Exercise data:
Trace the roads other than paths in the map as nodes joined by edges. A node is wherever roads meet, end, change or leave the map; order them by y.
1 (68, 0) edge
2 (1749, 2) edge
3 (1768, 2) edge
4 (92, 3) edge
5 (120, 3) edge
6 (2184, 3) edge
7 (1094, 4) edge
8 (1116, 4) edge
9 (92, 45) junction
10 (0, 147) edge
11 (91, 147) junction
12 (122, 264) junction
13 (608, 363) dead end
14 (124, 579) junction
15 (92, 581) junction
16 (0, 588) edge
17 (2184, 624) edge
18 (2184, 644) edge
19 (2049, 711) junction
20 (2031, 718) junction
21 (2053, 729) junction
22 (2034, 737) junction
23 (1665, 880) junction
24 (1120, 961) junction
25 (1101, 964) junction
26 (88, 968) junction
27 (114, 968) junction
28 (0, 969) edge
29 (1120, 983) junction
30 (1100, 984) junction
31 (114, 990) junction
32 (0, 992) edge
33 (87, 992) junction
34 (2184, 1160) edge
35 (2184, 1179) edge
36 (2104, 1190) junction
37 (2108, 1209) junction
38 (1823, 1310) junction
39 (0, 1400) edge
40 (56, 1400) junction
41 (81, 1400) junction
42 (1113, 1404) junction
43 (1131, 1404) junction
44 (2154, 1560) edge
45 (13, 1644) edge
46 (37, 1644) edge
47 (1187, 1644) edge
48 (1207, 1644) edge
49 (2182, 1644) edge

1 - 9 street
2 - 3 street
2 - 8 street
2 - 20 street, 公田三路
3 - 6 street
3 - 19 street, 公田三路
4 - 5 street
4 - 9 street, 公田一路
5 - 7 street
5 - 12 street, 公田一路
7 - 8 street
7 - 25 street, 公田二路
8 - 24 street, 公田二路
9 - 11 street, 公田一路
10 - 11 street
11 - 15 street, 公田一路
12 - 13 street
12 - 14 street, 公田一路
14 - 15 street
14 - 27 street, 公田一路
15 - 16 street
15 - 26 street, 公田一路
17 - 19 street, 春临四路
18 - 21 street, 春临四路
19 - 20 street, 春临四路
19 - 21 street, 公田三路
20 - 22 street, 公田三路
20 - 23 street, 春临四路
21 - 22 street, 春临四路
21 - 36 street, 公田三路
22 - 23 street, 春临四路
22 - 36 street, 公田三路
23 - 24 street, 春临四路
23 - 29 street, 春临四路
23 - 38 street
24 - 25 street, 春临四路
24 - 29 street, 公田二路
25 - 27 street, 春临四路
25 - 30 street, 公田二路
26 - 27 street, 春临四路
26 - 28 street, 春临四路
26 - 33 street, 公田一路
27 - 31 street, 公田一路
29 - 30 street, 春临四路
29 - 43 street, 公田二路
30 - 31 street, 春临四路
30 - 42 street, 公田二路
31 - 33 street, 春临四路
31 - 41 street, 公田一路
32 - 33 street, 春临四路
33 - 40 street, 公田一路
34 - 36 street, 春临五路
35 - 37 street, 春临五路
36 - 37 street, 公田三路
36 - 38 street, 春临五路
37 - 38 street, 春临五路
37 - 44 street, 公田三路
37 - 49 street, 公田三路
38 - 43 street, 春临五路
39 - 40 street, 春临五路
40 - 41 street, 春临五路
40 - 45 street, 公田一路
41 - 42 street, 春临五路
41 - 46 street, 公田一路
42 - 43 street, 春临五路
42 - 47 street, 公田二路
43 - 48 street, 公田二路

Try it:
Find the lines of the listing above that hold "公田二路". Please copy them.

Solution to the problem:
7 - 25 street, 公田二路
8 - 24 street, 公田二路
24 - 29 street, 公田二路
25 - 30 street, 公田二路
29 - 43 street, 公田二路
30 - 42 street, 公田二路
42 - 47 street, 公田二路
43 - 48 street, 公田二路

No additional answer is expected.